ACTION ITEM: Beginning with the line that holds "pinky pip: (367, 98)" and ending with the last line below, repeat each line exactly, leaving any pictures out.

(Structured pose outputs)
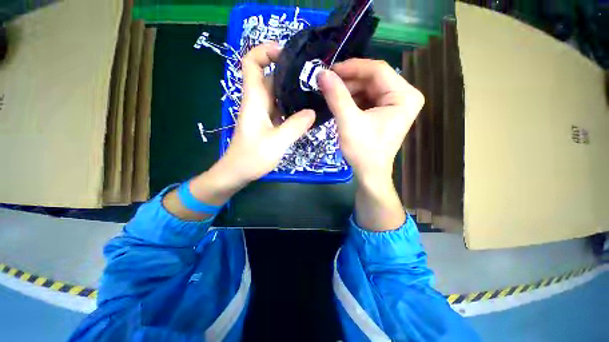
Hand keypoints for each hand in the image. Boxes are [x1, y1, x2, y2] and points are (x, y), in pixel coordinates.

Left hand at [219, 42, 315, 183]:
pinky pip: (281, 109)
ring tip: (315, 92)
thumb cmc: (252, 157)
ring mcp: (263, 113)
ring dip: (294, 91)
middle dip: (289, 72)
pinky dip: (293, 107)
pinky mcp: (268, 123)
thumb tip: (312, 112)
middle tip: (313, 77)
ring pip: (278, 94)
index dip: (265, 51)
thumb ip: (295, 126)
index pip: (251, 63)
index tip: (287, 54)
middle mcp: (258, 102)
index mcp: (254, 99)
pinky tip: (307, 112)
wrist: (237, 173)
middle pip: (270, 77)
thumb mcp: (277, 142)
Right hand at [318, 59, 423, 230]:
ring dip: (348, 90)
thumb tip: (321, 73)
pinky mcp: (384, 112)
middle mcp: (404, 96)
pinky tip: (339, 103)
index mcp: (404, 96)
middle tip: (326, 84)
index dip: (352, 67)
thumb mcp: (349, 122)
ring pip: (368, 88)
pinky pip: (367, 98)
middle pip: (373, 78)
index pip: (377, 70)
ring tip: (329, 94)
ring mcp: (394, 104)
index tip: (329, 71)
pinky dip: (352, 99)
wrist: (370, 174)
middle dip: (348, 81)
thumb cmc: (363, 151)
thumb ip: (336, 96)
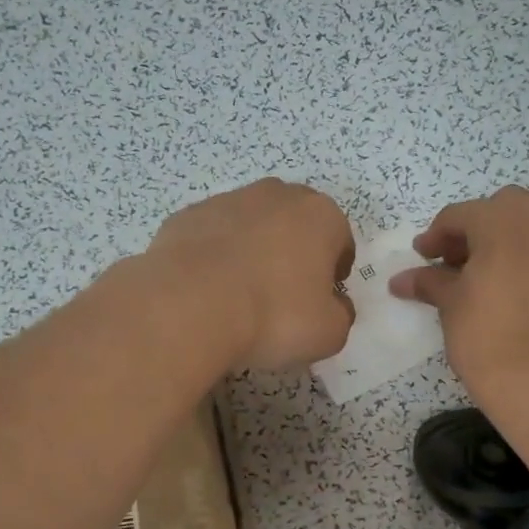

TASK ANSWER:
pinky pip: (367, 98)
middle pip: (373, 78)
index pip: (377, 70)
ring tip: (329, 94)
ring mcp: (394, 104)
index tip: (329, 71)
pinky dip: (352, 99)
wrist: (370, 174)
middle dip: (348, 81)
thumb cmc: (363, 151)
thumb ip: (336, 96)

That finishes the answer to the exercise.